→ **Your task**
Please find every line in the entries below that contains the string "casing", and copy it.

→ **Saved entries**
* * * * * * *

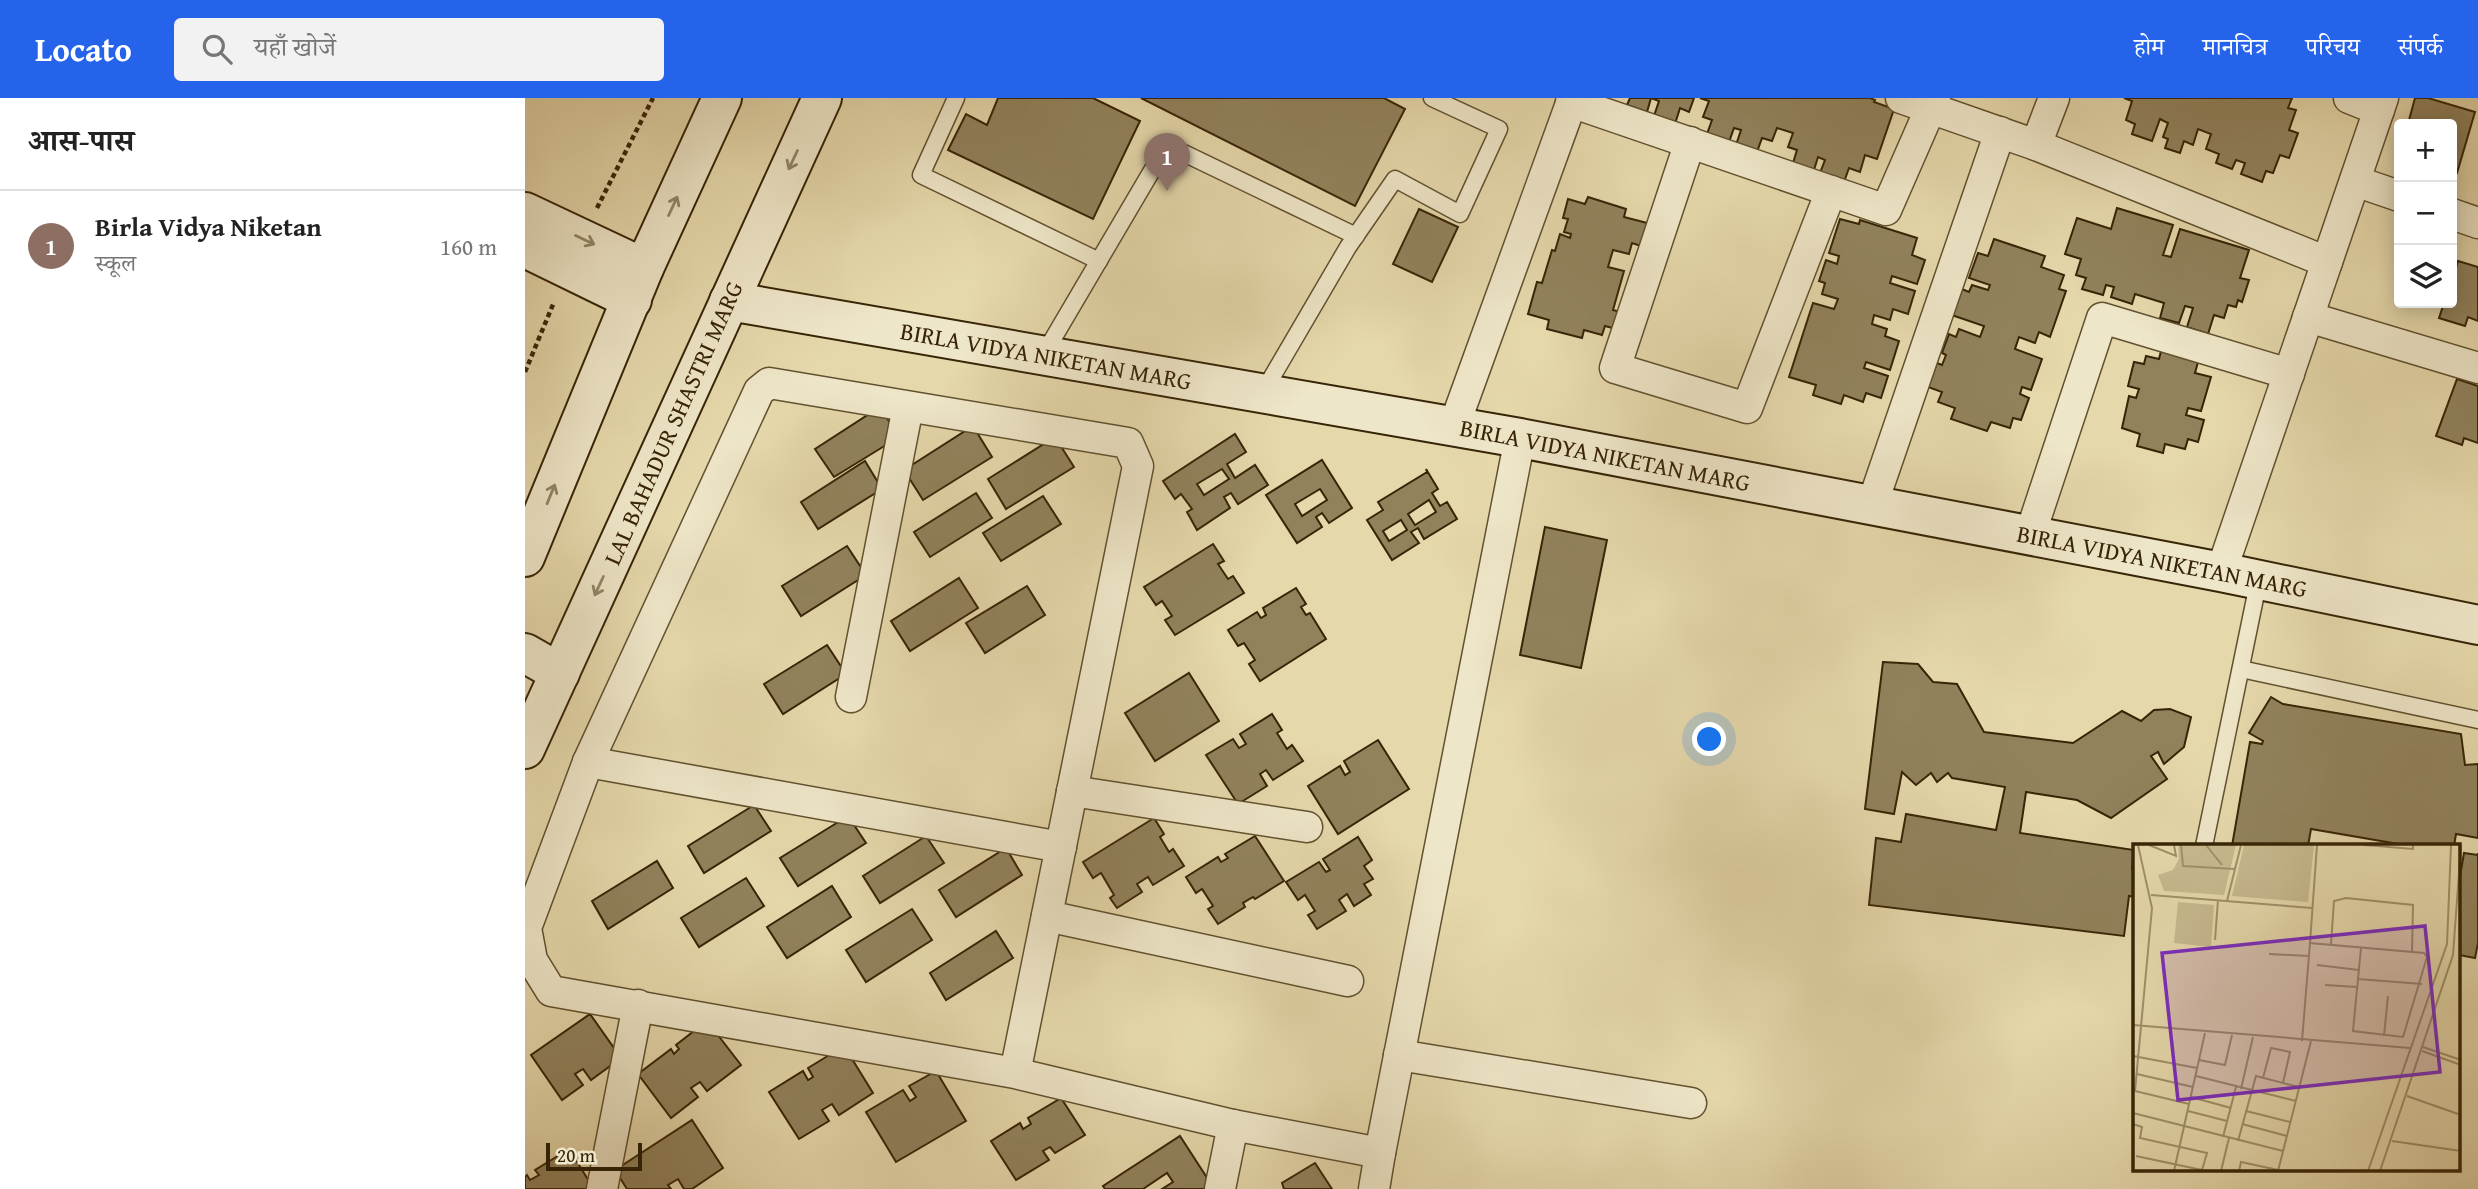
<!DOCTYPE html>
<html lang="hi">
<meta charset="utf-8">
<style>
body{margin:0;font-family:"Gentium Book Plus","Noto Serif Devanagari",serif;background:#f2f2f2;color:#222}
.controls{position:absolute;right:21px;top:21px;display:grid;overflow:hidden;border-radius:7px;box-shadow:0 4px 18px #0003}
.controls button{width:63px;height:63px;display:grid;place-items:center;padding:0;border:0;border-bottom:2px solid #e0e0e0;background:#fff;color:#222;font:35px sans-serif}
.scale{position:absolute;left:21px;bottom:18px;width:96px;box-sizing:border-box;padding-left:7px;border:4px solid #372406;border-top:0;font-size:19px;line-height:24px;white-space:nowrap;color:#372406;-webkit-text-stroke:5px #eee6c8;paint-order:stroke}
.you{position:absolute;left:1185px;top:642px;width:24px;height:24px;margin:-18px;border:5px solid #fff;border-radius:50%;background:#1a73e8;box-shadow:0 0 0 10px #1a73e833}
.badge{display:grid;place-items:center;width:46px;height:46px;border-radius:50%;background:#2563eb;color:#fff;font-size:23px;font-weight:700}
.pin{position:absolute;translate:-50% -58px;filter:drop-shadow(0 2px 4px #0008)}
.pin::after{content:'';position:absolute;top:37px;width:24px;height:21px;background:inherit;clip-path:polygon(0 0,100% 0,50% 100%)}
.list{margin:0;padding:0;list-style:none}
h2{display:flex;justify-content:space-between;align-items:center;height:91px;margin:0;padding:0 28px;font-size:30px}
h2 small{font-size:23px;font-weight:400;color:#767676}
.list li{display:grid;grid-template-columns:46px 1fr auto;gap:21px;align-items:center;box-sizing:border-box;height:112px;padding:0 28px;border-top:2px solid #e0e0e0}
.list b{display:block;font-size:26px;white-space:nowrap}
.list p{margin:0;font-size:23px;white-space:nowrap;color:#767676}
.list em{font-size:23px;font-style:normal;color:#767676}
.icon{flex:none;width:38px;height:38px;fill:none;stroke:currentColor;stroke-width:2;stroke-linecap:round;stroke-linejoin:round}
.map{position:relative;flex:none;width:1953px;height:1091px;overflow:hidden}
header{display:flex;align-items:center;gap:42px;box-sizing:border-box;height:98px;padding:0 35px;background:#2563eb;color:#fff}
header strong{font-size:33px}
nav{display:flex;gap:38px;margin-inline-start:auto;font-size:24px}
.search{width:490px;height:63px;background:#f2f2f2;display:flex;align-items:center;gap:18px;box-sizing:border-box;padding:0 24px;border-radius:7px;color:#767676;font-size:26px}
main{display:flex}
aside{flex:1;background:#fff}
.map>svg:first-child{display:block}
.building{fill:#91825c;stroke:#372406;stroke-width:2;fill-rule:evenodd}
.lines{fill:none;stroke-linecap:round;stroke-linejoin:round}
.lane-casing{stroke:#62512f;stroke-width:19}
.street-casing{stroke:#62512f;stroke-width:33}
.secondary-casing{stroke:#372406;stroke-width:42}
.path{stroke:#372406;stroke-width:4.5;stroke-dasharray:5 3.5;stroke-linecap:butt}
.lane{stroke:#eee6c8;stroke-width:16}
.street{stroke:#eee6c8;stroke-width:30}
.secondary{stroke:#eee6c8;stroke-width:38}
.oneway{stroke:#928567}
.labels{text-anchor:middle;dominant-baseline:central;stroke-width:6;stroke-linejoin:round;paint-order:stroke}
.street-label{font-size:24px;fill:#372406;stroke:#eee6c8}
.inset-road{fill:none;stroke:#9f9069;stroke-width:2}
.view{fill:#7b2cbf;fill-opacity:0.15;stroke:#7b2cbf;stroke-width:3.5}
.inset-edge{fill:none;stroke:#372406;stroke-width:3.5}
</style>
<header>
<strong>Locato</strong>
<div class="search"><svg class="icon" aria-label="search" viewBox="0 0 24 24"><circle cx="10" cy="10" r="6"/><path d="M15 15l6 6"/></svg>यहाँ खोजें</div>
<nav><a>होम</a><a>मानचित्र</a><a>परिचय</a><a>संपर्क</a></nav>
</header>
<main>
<aside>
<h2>आस-पास<small></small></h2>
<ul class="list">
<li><span class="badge" style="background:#8d6e63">1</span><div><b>Birla Vidya Niketan</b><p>स्कूल</p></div><em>160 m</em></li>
</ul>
</aside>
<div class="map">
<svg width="1953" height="1091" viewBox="0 0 1953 1091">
<rect width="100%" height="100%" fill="#e5d8ab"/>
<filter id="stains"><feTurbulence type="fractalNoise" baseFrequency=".00286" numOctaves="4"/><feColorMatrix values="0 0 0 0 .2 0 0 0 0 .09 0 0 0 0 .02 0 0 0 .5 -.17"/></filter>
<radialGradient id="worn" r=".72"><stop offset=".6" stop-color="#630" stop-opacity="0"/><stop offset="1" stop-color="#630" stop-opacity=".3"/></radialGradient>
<g class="building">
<polygon points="473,0 568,0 615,23 568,121 423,52 441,16 462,27"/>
<polygon points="616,0 859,0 880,11 830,108"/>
<polygon points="1105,0 1169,0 1164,14 1155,10 1150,26 1129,18 1134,3 1126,0 1122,14 1102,7"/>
<polygon points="1175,0 1345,0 1350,2 1349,4 1369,11 1352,61 1340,57 1335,74 1324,70 1319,84 1295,75 1300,62 1293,59 1289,72 1268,65 1272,52 1263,49 1268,35 1252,30 1247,43 1237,40 1232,54 1211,47 1216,32 1209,30 1204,44 1182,36 1187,22 1178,19 1184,3"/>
<polygon points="1599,0 1767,0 1763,10 1771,12 1764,32 1773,35 1764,60 1755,57 1748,75 1741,73 1737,84 1716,76 1720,65 1711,62 1707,71 1691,65 1694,56 1681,51 1686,36 1673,31 1668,47 1659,43 1655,55 1640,50 1643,41 1638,39 1643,25 1635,21 1627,43 1607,36 1610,26 1601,22 1607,3"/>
<polygon points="1890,0 1903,0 1950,14 1932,75 1927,74 1927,26 1883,26"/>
<polygon points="1063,99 1101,111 1099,119 1126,126 1119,149 1107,145 1104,156 1088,152 1083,169 1099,173 1088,212 1096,214 1091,231 1080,228 1077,237 1059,232 1057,240 1022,231 1024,222 1003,216 1012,184 1017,185 1027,152 1030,153 1035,136 1045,140 1046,136 1039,134 1043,121 1038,120 1043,101 1060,106"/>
<polygon points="1592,110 1648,127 1638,157 1646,159 1655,131 1724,152 1715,180 1724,182 1717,204 1713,202 1711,209 1703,207 1699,220 1689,217 1683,236 1662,229 1668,210 1660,208 1654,225 1635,220 1639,205 1610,196 1607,206 1586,199 1589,189 1581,187 1578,197 1557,191 1561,180 1551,177 1556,161 1540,156 1552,120 1586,131"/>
<polygon points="894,111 933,129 907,184 868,166"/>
<polygon points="1315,121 1334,126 1335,122 1392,140 1387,157 1400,162 1392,186 1367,178 1365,185 1390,193 1383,216 1368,211 1365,222 1349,217 1347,226 1362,231 1360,238 1374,243 1365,272 1341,264 1339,270 1363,278 1356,300 1341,295 1338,304 1319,297 1316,306 1288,297 1291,287 1264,279 1288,205 1309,211 1313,201 1297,196 1300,185 1294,183 1301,162 1312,166 1314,158 1304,155"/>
<polygon points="1469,141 1520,158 1516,169 1539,177 1534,191 1541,193 1525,239 1514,234 1510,245 1494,239 1490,251 1517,261 1506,292 1497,289 1495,296 1504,300 1496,322 1488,320 1485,330 1466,324 1462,333 1426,321 1430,310 1413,304 1417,294 1403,289 1412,265 1417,267 1421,257 1417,255 1424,236 1431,239 1434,231 1455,239 1459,228 1421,215 1430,188 1444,194 1447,187 1463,192 1465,187 1444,180 1453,155 1463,158"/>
<polygon points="1933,163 1953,169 1953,223 1943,219 1940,228 1914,220 1919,205 1927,205 1927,182"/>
<polygon points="1636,253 1673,264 1670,275 1686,279 1676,313 1663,310 1661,317 1679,322 1673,344 1663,341 1660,351 1640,346 1638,355 1612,348 1615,336 1597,330 1604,298 1611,300 1614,291 1603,288 1609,264 1619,266 1621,258 1634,261"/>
<polygon points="1932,281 1953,288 1953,345 1939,340 1937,347 1911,338"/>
<polygon points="355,309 374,339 309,379 290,351"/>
<polygon points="448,328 467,359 398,402 379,372"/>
<path d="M710,336L721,354L702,366L710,380L730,367L743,387L713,406L706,395L699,399L705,410L672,432L662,414L667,411L656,396L650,401L638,383ZM697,371L704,381L679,397L672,386Z"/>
<polygon points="530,339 549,369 481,411 463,381"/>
<path d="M797,362L827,410L804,425L797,415L791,419L797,429L772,445L741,397ZM795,391L802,402L777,418L770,406Z"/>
<polygon points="340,363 357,391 293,431 276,404"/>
<path d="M901,371L913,391L907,395L915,408L922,404L932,421L899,441L893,430L886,434L894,445L867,462L842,422L858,412L853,404L902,374ZM904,402L911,414L890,427L883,416ZM876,422L882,432L864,443L858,433Z"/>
<polygon points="451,395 467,420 405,459 389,434"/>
<polygon points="518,398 536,426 476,463 458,435"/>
<polygon points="1020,429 1082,442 1056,570 995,557"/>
<polygon points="688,446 699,463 693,466 703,481 708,478 719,495 650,537 640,522 647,518 637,503 631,507 619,489"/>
<polygon points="322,448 341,477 276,518 257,488"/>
<polygon points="434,480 453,510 385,553 366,523"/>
<polygon points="502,488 520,517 460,555 441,525"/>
<polygon points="771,490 781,506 776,509 781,517 785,515 801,541 735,583 724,566 730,562 719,545 713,548 703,532 732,514 736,520 741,517 738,510"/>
<polygon points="302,547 321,576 258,616 239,586"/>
<polygon points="1358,564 1393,566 1408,584 1432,586 1459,634 1548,645 1597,613 1616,623 1629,612 1645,611 1666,619 1659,649 1639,666 1633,654 1626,658 1642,681 1586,720 1552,702 1501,694 1495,735 1609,752 1607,771 1610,772 1610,799 1604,798 1599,838 1344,807 1351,740 1376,744 1381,716 1471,732 1480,689 1427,680 1423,675 1412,684 1406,675 1391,687 1377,674 1369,716 1340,711"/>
<polygon points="664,575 694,623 630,663 600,615"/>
<polygon points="1746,599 1758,606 1936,636 1940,667 1953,666 1953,740 1931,736 1929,748 1885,748 1786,731 1783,748 1707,748 1725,644 1737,646 1738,643 1724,635"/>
<polygon points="747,616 757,632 752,635 762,651 767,647 778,663 748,682 741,672 735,676 742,688 713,706 681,657 708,641 714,650 721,646 715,636"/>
<polygon points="853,642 884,691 813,736 783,688 815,668 820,677 825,674 819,663"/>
<polygon points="229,707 246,733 179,775 163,748"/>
<polygon points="323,718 341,745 273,788 255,760"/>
<polygon points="629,720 639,736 635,739 644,754 648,751 659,768 628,787 623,779 612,786 617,794 592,810 585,800 589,797 576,775 568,780 558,764"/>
<polygon points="401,738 419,765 355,805 338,778"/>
<polygon points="730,738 759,783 730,801 728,799 718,805 720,809 693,826 683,811 688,808 677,791 671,795 661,779 693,759 696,764 703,760 700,756"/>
<polygon points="833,739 847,762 839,768 848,781 839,786 846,797 829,808 822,796 814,802 821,813 792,831 783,817 790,813 780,797 773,802 761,784 794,764 801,774 805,772 798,761"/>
<polygon points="481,750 497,777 431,819 414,792"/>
<polygon points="1939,755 1953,757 1953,755 1953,845 1950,860 1934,857 1934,784"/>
<polygon points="132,763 148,790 83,831 67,803"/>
<polygon points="221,780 239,808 174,849 156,820"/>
<polygon points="307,788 326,819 262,860 242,829"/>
<polygon points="387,811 407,842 341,884 321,852"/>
<polygon points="471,833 488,860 421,902 405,875"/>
<polygon points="65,916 96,960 66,982 58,971 50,976 58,987 37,1002 6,957"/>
<polygon points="182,923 216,967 182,993 175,984 166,990 173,999 146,1020 113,976 146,951 149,956 154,951 151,947"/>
<polygon points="319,948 348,995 314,1017 307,1006 297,1012 304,1023 274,1041 244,994 278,973 283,982 288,979 283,970"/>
<polygon points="411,973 441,1023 371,1064 341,1014 378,992 385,1003 391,999 384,988"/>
<polygon points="536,1000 560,1037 530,1055 525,1049 518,1053 524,1062 491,1082 466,1043 495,1025 498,1031 506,1026 503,1020"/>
<polygon points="167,1022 198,1070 167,1091 159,1091 153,1081 143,1087 146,1091 102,1091 90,1072"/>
<polygon points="655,1038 686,1086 678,1091 637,1091 648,1084 642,1075 618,1091 580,1091 578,1088"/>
<polygon points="44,1051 67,1088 63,1091 0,1091 0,1079 2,1077 5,1082 14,1077 10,1072"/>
<polygon points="790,1065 807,1091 759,1091 757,1085"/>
</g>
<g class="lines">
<defs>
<g id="lane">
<polyline points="431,0 396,77 574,163"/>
<polyline points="519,256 642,47 831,138"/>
<polyline points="737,296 823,149 870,81 935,116 974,31 907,0"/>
<polyline points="1716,571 1953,622"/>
<polyline points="1679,748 1734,481"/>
</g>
<g id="street">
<polyline points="1376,0 1511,47 1802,164"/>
<polyline points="1824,0 1854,12"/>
<polyline points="1046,4 1361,112 1410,0"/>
<polyline points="1165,44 1090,270 1222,310 1306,93"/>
<polyline points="1511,47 1529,0"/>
<polyline points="1830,83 1874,98"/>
<polyline points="1927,116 1953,125"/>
<polyline points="1783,219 1953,270"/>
<polyline points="929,328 1048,0"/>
<polyline points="1347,407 1475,34"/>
<polyline points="1505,437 1577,220 1764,276"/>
<polyline points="1696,474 1858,0"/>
<polyline points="326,599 383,309"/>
<polyline points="63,664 536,749"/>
<polyline points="547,693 782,729"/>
<polyline points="522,818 823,883"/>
<polyline points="874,957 1166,1005"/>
<polyline points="490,975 613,368 603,345 244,285 234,293 63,664 1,830 7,862 26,893 490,975 708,1027 855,1055 849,1091"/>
<polyline points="855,1055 995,340"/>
<polyline points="77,1091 113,907"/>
<polyline points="695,1091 708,1027"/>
</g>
<g id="secondary">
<polyline points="0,114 119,170"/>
<polyline points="0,150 107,202"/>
<polyline points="204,203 995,340 1696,474 1953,527"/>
<polyline points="0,459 119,170 197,0"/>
<polyline points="0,555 35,575"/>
<polyline points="0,651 297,0"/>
</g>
</defs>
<use href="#lane" class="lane-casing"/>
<use href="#street" class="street-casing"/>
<use href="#secondary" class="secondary-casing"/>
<g class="path">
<polyline points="72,110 128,0"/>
<polyline points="0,274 29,204"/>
</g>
<use href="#lane" class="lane"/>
<use href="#street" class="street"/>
<use href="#secondary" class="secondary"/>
</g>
<defs><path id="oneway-shaft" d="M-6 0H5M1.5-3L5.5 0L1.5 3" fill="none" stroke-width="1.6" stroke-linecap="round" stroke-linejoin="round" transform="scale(1.75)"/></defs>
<g class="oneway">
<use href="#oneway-shaft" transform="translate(268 62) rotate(115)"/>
<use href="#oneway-shaft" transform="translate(148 108) rotate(-65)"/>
<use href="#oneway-shaft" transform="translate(60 142) rotate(25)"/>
<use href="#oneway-shaft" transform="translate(26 396) rotate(-68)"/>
<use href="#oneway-shaft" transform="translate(74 488) rotate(115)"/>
</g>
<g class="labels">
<g class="street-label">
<text transform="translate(521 258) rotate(10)">BIRLA VIDYA NIKETAN MARG</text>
<text transform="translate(148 325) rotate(-66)">LAL BAHADUR SHASTRI MARG</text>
<text transform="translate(1080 357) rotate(11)">BIRLA VIDYA NIKETAN MARG</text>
<text transform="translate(1637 463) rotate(11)">BIRLA VIDYA NIKETAN MARG</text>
</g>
</g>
<g transform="translate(1608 746)">
<rect width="327" height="327" fill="#e5d8ab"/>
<path d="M45,1H103L91,51L31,47L25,31L40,26L46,15ZM111,1H181L175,58L99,52ZM45,58L81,61L78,103L41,99Z" fill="#c7b98f"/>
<path class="inset-road" d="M5,1L19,64L2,247L56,260M16,1L43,12L41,1M48,1L50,22L102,25M73,1L89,21M184,1L177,99L291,109L294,113L270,193L220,187L228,104M231,1L280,5V1M18,51L179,64M94,57L108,1M82,96L85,56M198,100L201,57L213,54L280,61L279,108M136,110L176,112M184,121L226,126M225,135L289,140M192,141L224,143M0,181L277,204M251,192L255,152M169,197L177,99M290,203L328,216M289,207L328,221M0,212L64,224M66,216L92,221L99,191M4,230L60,243M63,232L163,257M130,234L138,204L157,208L150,239M108,245L120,193M274,252L328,271M58,253L98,264M55,267L94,277M113,267L157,278M0,269L150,307M0,280L9,283L7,294L74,309L69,326L3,312M109,280L154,292M90,293L103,243M105,297L123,232L166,243M259,297L328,307M41,327L72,189M88,327L96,294M106,327L108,318L145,326M145,327L178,197M235,327L314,100L318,1M247,327L320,111L328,2"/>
<path class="view" d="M292,82L307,228L45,256L29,109Z"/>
<rect width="327" height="327" class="inset-edge"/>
</g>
<rect width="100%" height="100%" filter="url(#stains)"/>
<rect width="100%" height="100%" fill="url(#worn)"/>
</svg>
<div class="controls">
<button>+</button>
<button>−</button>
<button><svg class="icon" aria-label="layers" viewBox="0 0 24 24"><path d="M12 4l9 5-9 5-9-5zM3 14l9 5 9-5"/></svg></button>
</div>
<div class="scale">20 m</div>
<div class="you"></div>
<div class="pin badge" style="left:642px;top:93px;background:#8d6e63">1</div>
</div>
</main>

* * * * * * *

→ **Expected answer**
.lane-casing{stroke:#62512f;stroke-width:19}
.street-casing{stroke:#62512f;stroke-width:33}
.secondary-casing{stroke:#372406;stroke-width:42}
<use href="#lane" class="lane-casing"/>
<use href="#street" class="street-casing"/>
<use href="#secondary" class="secondary-casing"/>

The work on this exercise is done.